How does this interact with discriminated unions (e.g. [JsonPolymorphic(...)]
? I'm not very familiar with the intricacies of STJ contracts and JSON schema vs. OpenAPI, but I believe there are some difficulties lying around here. My primary concern is that we will end up with broken OpenAPI schemas due to the inability to properly express discriminated unions (see https://swagger.io/docs/specification/data-models/inheritance-and-polymorphism/).
@benlongo after a bit of experimentation I ended up using anyOf
in the prototype.
Hi @eiriktsarpalis, thanks for looking into this! As a preface, I'm not very familiar with the intricacies of JSON Schema, so take anything I say with a grain of salt :)
Regarding the in-progress OpenAPI work (which I've left a related comment on https://github.com/dotnet/aspnetcore/issues/54598#issuecomment-2080215043), I'm concerned that the difference between JSON Schema and OpenAPI will cause paper cuts around discriminated unions; if the OpenAPI implementation is to naively delegate schema generation for discriminated unions, then things won't work properly. We use a lot of discriminated unions in our data model so I'm very invested in it working properly.
I'll use the example objects (modified slightly) from the OpenAPI 3.1.0 spec (https://swagger.io/specification/#discriminator-object). This translates to the following STJ model.
[ JsonPolymorphic( TypeDiscriminatorPropertyName = "petType" ) ]
[ JsonDerivedType( typeof(Cat), Cat.PetType ) ]
[ JsonDerivedType( typeof(Dog), Dog.PetType ) ]
[ JsonDerivedType( typeof(Lizard), Lizard.PetType ) ]
public abstract record Animal;
public record Cat : Animal {
public const string PetType = "cat";
public required string Name { get; init; }
}
public record Dog : Animal {
public const string PetType = "dog";
public required string Bark { get; init; }
}
public record Lizard : Animal {
public const string PetType = "lizard";
public required bool LovesRocks { get; init; }
}
In JSON Schema world, I would expect this to get mapped to something very similar to what you have in your prototype: an anyOf
or oneOf
with constant string discriminators.
In OpenAPI world however, discriminated unions are handled differently. I would expect the following OpenAPI schema to be generated for Animal
.
Animal:
oneOf:
- $ref: '#/components/schemas/Cat'
- $ref: '#/components/schemas/Dog'
- $ref: '#/components/schemas/Lizard'
discriminator:
propertyName: petType
mapping:
cat: '#/components/schemas/Cat'
dog: '#/components/schemas/Dog'
lizard: '#/components/schemas/Lizard'
I don't think that the STJ JSON Schema library should be aware of OpenAPI peculiarities, but I definitely think the proper escape hatches need to exist so that the OpenAPI implementation can generate the correct schema. I have no idea what those escape hatches look like, or if they already exist, but I can imagine how a simple implementation of OpenAPI would result in this being difficult or impossible to express. The OpenAPI implementation will have to be aware of the underlying contract somehow to bypass JSON Schema generation for certain cases like this.

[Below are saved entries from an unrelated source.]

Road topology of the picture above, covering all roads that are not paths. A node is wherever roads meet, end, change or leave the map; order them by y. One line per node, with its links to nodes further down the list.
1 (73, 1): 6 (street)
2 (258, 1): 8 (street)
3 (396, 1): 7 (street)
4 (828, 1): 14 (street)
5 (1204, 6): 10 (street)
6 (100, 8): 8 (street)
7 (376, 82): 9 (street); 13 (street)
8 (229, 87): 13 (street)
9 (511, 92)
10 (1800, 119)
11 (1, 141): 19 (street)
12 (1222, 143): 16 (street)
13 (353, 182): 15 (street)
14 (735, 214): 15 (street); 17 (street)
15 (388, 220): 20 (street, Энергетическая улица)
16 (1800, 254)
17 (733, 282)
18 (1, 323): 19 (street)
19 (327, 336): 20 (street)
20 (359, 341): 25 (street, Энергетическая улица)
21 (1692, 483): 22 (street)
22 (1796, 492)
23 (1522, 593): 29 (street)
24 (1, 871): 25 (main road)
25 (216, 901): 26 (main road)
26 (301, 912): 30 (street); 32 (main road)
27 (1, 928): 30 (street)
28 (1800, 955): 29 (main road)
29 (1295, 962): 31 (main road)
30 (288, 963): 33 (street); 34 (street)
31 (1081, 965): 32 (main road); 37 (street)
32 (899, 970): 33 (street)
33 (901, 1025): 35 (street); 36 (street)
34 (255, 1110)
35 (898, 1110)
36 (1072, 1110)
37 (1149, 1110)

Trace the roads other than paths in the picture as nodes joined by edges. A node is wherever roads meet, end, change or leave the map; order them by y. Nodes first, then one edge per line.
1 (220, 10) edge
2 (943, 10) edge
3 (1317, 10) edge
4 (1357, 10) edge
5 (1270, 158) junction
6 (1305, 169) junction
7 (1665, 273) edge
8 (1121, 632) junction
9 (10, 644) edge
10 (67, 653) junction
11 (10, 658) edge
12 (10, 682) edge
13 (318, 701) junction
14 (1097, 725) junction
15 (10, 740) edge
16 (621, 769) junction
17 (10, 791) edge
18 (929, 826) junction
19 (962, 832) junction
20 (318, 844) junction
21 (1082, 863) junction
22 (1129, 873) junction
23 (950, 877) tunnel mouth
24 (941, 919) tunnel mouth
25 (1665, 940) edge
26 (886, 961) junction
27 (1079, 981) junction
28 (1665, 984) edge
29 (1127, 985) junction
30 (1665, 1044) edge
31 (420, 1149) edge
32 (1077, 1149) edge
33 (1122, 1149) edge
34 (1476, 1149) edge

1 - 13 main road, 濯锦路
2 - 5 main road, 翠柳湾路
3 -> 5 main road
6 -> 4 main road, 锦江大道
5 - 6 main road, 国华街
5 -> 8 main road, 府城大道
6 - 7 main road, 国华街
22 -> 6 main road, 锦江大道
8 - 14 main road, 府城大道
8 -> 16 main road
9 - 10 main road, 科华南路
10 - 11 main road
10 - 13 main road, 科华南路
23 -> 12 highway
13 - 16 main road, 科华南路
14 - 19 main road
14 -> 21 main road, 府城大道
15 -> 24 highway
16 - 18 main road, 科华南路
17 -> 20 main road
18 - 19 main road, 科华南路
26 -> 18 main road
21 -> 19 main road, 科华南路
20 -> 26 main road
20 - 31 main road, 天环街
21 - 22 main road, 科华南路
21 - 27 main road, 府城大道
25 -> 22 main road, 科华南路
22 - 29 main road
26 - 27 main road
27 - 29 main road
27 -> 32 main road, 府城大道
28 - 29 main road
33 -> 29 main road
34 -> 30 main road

As an aside, based on https://json-schema.org/understanding-json-schema/reference/combining it seems like it could make more sense to use oneOf
instead of anyOf
(at least when discriminators are involved). However, I guess if every value has a discriminator then the consumer of a payload is guaranteed that anyOf
implies oneOf
. I'm not sure what the material difference of this is in the real world, but I could see anyOf
making sense due to the highlighted performance consideration from the linked docs:
Careful consideration should be taken when using oneOf entries as the nature of it requires verification of every sub-schema which can lead to increased processing times. Prefer anyOf where possible.
One place I could anyOf
going wrong in the real world is a TypeScript generator not realizing it can create a union type for all the variants of an anyOf
. With oneOf
, a TypeScript generator would not have to do any hard work to know that translating to a union is valid.
I don't think that the STJ JSON Schema library should be aware of OpenAPI peculiarities, but I definitely think the proper escape hatches need to exist so that the OpenAPI implementation can generate the following schema.
I agree with that sentiment, it's something we've been looking at solving with @captainsafia. The prototype uses a callback API that lets users append or modify JSON schema documents based on presence of particular properties, although this particular use case makes things trickier.
As an aside, based on https://json-schema.org/understanding-json-schema/reference/combining it seems like it could make more sense to use oneOf instead of anyOf
The problem with oneOf
is that you could have two separate derived types whose schema matches a given JSON document (this is possible because type disriminators are optional in STJ).
I'm concerned that the difference between JSON Schema and OpenAPI...
For some additional context, OpenAPI 3.1 is built on JSON Schema 2020-12 by default. Even previous versions of OpenAPI use a modified JSON Schema draft 4.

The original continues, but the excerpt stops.